From time to time, we could all use a little help fine-tuning skills we already have or with learning new ones altogether. A lot of people develop new skills to advance career progression or to become more competent at the job they are currently in.
Professional development apps are designed to assist individuals in improving their lifestyles, career prospects and skill sets, using a variety of different methods and features.
Professional development apps tend to offer greater flexibility than traditional courses or classes as they can be accessed whenever the user has a free moment – whether that’s on the commute to work, over a coffee on Sunday morning or any other time that works for them.
Types of Professional Development Apps
Whilst professional development apps can commonly be found under the ‘productivity’ or ‘education’ categories on various app stores, we have decided to split them up into three different types depending on the purpose they serve.
The types of professional development apps we will analyse in this article are:
- Goal Setting Apps
- Cognitive Ability Improvement Applications
- Skill-Based Improvement Apps
Goal Setting Apps
Goal setting apps enable users to set, monitor and work towards goals that they choose. Broadly, goal setting apps tend to feature push notifications and some element of gamification to encourage users to interact with the app and make progress on their specified goals.
Users can build a perfect daily routine and hold themselves accountable for completing all of the tasks they add to the list by ticking off each activity on the checklist as they finish them.
With the app’s simple UI and minimalist design, users give their goal a name such as ‘drink water’ for example, select an appropriate time scale and then set up recurring alerts and reminders – this could be daily, weekly or monthly.
The app sends push notifications to remind users when it’s time to complete one of the goals they’ve set for themselves.

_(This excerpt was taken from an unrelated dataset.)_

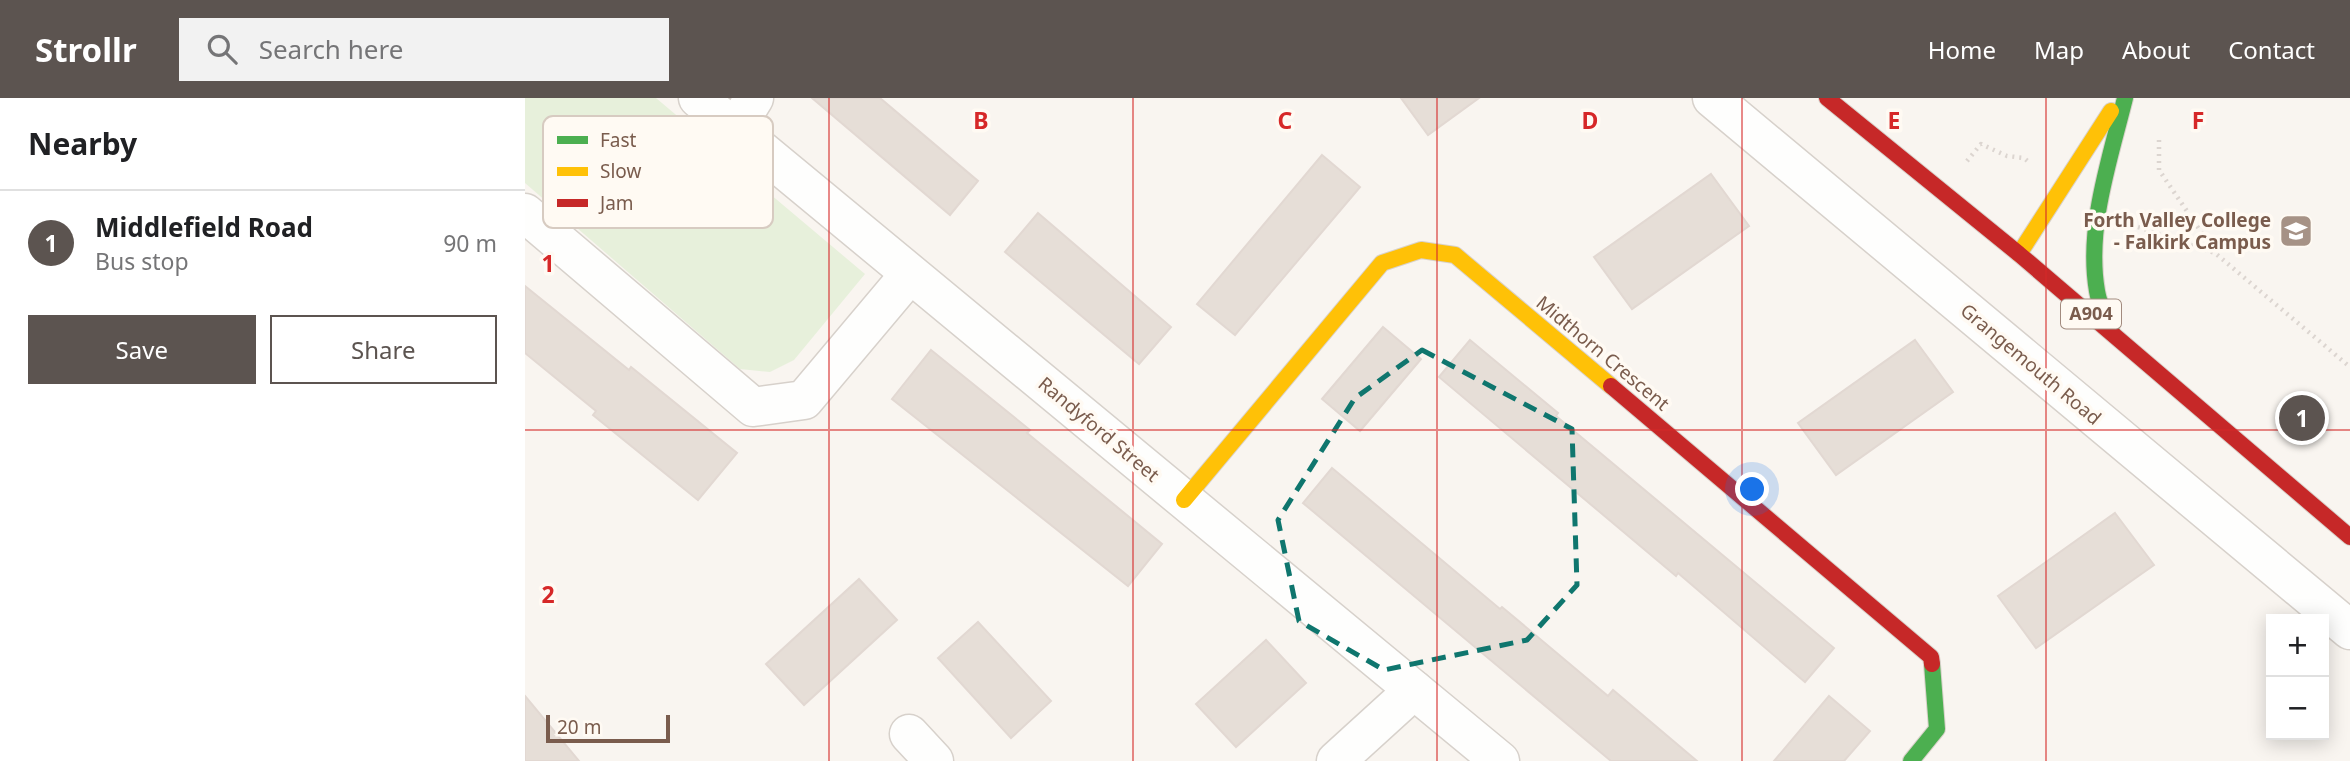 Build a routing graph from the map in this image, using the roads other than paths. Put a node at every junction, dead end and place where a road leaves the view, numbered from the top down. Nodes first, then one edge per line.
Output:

Motivation is encouraged with the ‘streaks’ feature, where users can keep track of how many days in a row they check a task off the list, the goal being to build this number up over time. The higher a user’s daily streak goes, the less likely they are to skip out on their daily task as even skipping one day will drop their streak back down to zero.
This is great for ensuring users keep to the targets they’ve set themselves but also encourages daily app usage.

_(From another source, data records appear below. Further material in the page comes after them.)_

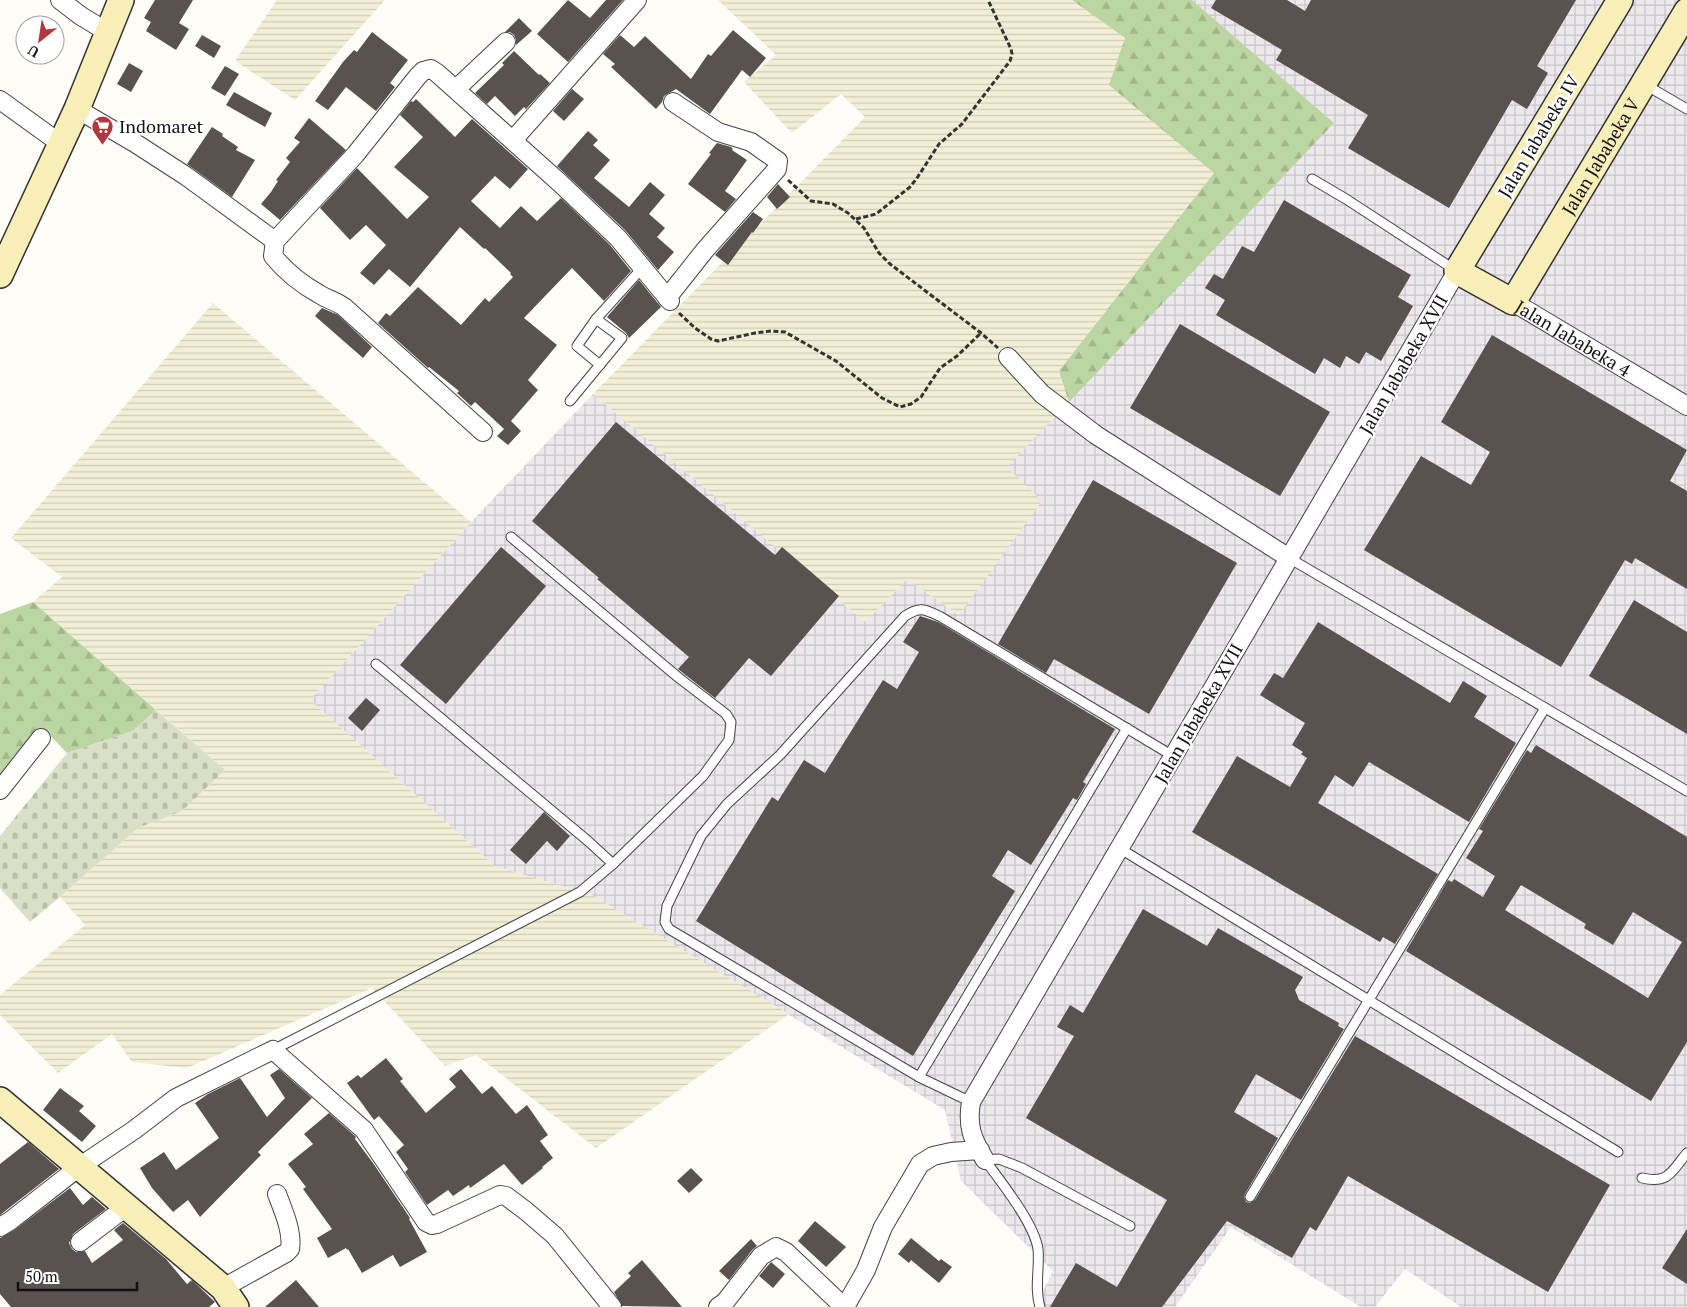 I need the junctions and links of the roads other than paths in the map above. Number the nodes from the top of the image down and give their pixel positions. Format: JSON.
{"nodes":[{"id":1,"x":60,"y":0,"type":"edge"},
{"id":2,"x":121,"y":0,"type":"edge"},
{"id":3,"x":637,"y":0,"type":"edge"},
{"id":4,"x":1620,"y":0,"type":"edge"},
{"id":5,"x":1686,"y":16,"type":"edge"},
{"id":6,"x":109,"y":33,"type":"junction"},
{"id":7,"x":506,"y":42,"type":"dead end"},
{"id":8,"x":1643,"y":84,"type":"junction"},
{"id":9,"x":456,"y":89,"type":"junction"},
{"id":10,"x":0,"y":100,"type":"edge"},
{"id":11,"x":673,"y":102,"type":"dead end"},
{"id":12,"x":77,"y":109,"type":"junction"},
{"id":13,"x":1687,"y":109,"type":"edge"},
{"id":14,"x":513,"y":140,"type":"junction"},
{"id":15,"x":61,"y":144,"type":"junction"},
{"id":16,"x":1312,"y":179,"type":"dead end"},
{"id":17,"x":274,"y":241,"type":"junction"},
{"id":18,"x":643,"y":267,"type":"junction"},
{"id":19,"x":1457,"y":271,"type":"junction"},
{"id":20,"x":0,"y":275,"type":"edge"},
{"id":21,"x":1513,"y":302,"type":"junction"},
{"id":22,"x":596,"y":319,"type":"junction"},
{"id":23,"x":1008,"y":357,"type":"road end"},
{"id":24,"x":600,"y":365,"type":"junction"},
{"id":25,"x":570,"y":400,"type":"dead end"},
{"id":26,"x":1687,"y":406,"type":"edge"},
{"id":27,"x":483,"y":432,"type":"dead end"},
{"id":28,"x":511,"y":537,"type":"dead end"},
{"id":29,"x":1289,"y":558,"type":"junction"},
{"id":30,"x":376,"y":664,"type":"dead end"},
{"id":31,"x":1546,"y":708,"type":"junction"},
{"id":32,"x":1127,"y":728,"type":"junction"},
{"id":33,"x":41,"y":738,"type":"dead end"},
{"id":34,"x":1173,"y":756,"type":"junction"},
{"id":35,"x":0,"y":790,"type":"edge"},
{"id":36,"x":1687,"y":791,"type":"edge"},
{"id":37,"x":1119,"y":848,"type":"junction"},
{"id":38,"x":613,"y":864,"type":"junction"},
{"id":39,"x":1370,"y":1000,"type":"junction"},
{"id":40,"x":273,"y":1050,"type":"junction"},
{"id":41,"x":919,"y":1077,"type":"junction"},
{"id":42,"x":0,"y":1100,"type":"edge"},
{"id":43,"x":971,"y":1102,"type":"junction"},
{"id":44,"x":1618,"y":1152,"type":"dead end"},
{"id":45,"x":1687,"y":1154,"type":"edge"},
{"id":46,"x":982,"y":1155,"type":"junction"},
{"id":47,"x":79,"y":1167,"type":"junction"},
{"id":48,"x":1642,"y":1178,"type":"dead end"},
{"id":49,"x":277,"y":1194,"type":"dead end"},
{"id":50,"x":1250,"y":1197,"type":"dead end"},
{"id":51,"x":126,"y":1207,"type":"junction"},
{"id":52,"x":0,"y":1226,"type":"edge"},
{"id":53,"x":1130,"y":1226,"type":"dead end"},
{"id":54,"x":80,"y":1242,"type":"dead end"},
{"id":55,"x":230,"y":1298,"type":"edge"},
{"id":56,"x":612,"y":1307,"type":"edge"},
{"id":57,"x":718,"y":1307,"type":"edge"},
{"id":58,"x":845,"y":1307,"type":"edge"},
{"id":59,"x":1040,"y":1307,"type":"edge"}],
"edges":[{"from":1,"to":6,"type":"street"},
{"from":2,"to":6,"type":"street"},
{"from":3,"to":14,"type":"street"},
{"from":4,"to":19,"type":"street","name":"Jalan Jababeka IV"},
{"from":5,"to":8,"type":"street","name":"Jalan Jababeka V"},
{"from":6,"to":12,"type":"street"},
{"from":7,"to":9,"type":"street"},
{"from":8,"to":13,"type":"lane"},
{"from":8,"to":21,"type":"street","name":"Jalan Jababeka V"},
{"from":9,"to":14,"type":"street"},
{"from":9,"to":17,"type":"street"},
{"from":10,"to":15,"type":"street"},
{"from":11,"to":18,"type":"street"},
{"from":12,"to":15,"type":"street"},
{"from":12,"to":17,"type":"street"},
{"from":14,"to":18,"type":"street"},
{"from":15,"to":20,"type":"street"},
{"from":16,"to":19,"type":"lane"},
{"from":17,"to":27,"type":"street"},
{"from":18,"to":22,"type":"lane"},
{"from":19,"to":21,"type":"street","name":"Jalan Jababeka 4"},
{"from":19,"to":29,"type":"street","name":"Jalan Jababeka XVII"},
{"from":21,"to":26,"type":"street","name":"Jalan Jababeka 4"},
{"from":22,"to":24,"type":"lane"},
{"from":22,"to":24,"type":"lane"},
{"from":23,"to":29,"type":"street"},
{"from":24,"to":25,"type":"lane"},
{"from":28,"to":38,"type":"lane"},
{"from":29,"to":31,"type":"lane"},
{"from":29,"to":34,"type":"street","name":"Jalan Jababeka XVII"},
{"from":30,"to":38,"type":"lane"},
{"from":31,"to":36,"type":"lane"},
{"from":31,"to":39,"type":"lane"},
{"from":32,"to":34,"type":"lane"},
{"from":32,"to":41,"type":"lane"},
{"from":32,"to":41,"type":"lane"},
{"from":33,"to":35,"type":"street"},
{"from":34,"to":37,"type":"street","name":"Jalan Jababeka XVII"},
{"from":37,"to":39,"type":"lane"},
{"from":37,"to":43,"type":"street","name":"Jalan Jababeka XVII"},
{"from":38,"to":40,"type":"lane"},
{"from":39,"to":44,"type":"lane"},
{"from":39,"to":50,"type":"lane"},
{"from":40,"to":47,"type":"street"},
{"from":40,"to":56,"type":"street"},
{"from":41,"to":43,"type":"lane"},
{"from":42,"to":47,"type":"street"},
{"from":43,"to":46,"type":"street","name":"Jalan Jababeka XVII"},
{"from":45,"to":48,"type":"lane"},
{"from":46,"to":53,"type":"lane"},
{"from":46,"to":58,"type":"street"},
{"from":46,"to":59,"type":"lane"},
{"from":47,"to":51,"type":"street"},
{"from":47,"to":52,"type":"street"},
{"from":49,"to":55,"type":"street"},
{"from":51,"to":54,"type":"street"},
{"from":51,"to":55,"type":"street"},
{"from":57,"to":58,"type":"street"}]}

To reinforce good habits, the app congratulates users when they achieve their goals and reach high streaks.
With a 4.8 star rating on the App Store, Strides seems to be one of the more popular goal-setting apps on the market today.
Coach.me is a goal and habit tracking app, available for both Android and iOS users.
The free app claims to be based on the latest research on psychology and behaviour to help users develop a growth mindset, learn the power of positive reinforcement, use external accountability for motivation and make improvement efforts more effective.
On top of the goal setting and progress monitoring features common in most apps like this, Coach.me allows users to hire a coach or contribute to conversations within the user community.
These additional features combined with the psychological principles it uses, make this app stand out from others on the market. However, users have identified that the cost of hiring a personal coach is unaffordable for most at around $25 per week and the inability to set habits that recur weekly or only on specified days of the week make it difficult to form regular habits for tasks that don’t need to be completed every day.
These are two areas, the developers could look to improve if they want to attract a wider audience and improve their UX.
Like Strides, GoalsOnTrack ensures users are setting SMART targets to increase their chances of reaching their goals. The app presents itself as being the ‘goal setting and goal planning app designed for high achievers’.
First launched in 2012, GoalsOnTrack is a paid habit tracker app that allows users to break down large goals into smaller, more manageable tasks. The app also has a built-in time tracker so users can monitor the time they spend completing certain tasks.
Additional features such as in-app vision boards and custom progress reports add to GoalsOnTrack’s USPs. Users can also access and manage their goals via desktop with the web-based app.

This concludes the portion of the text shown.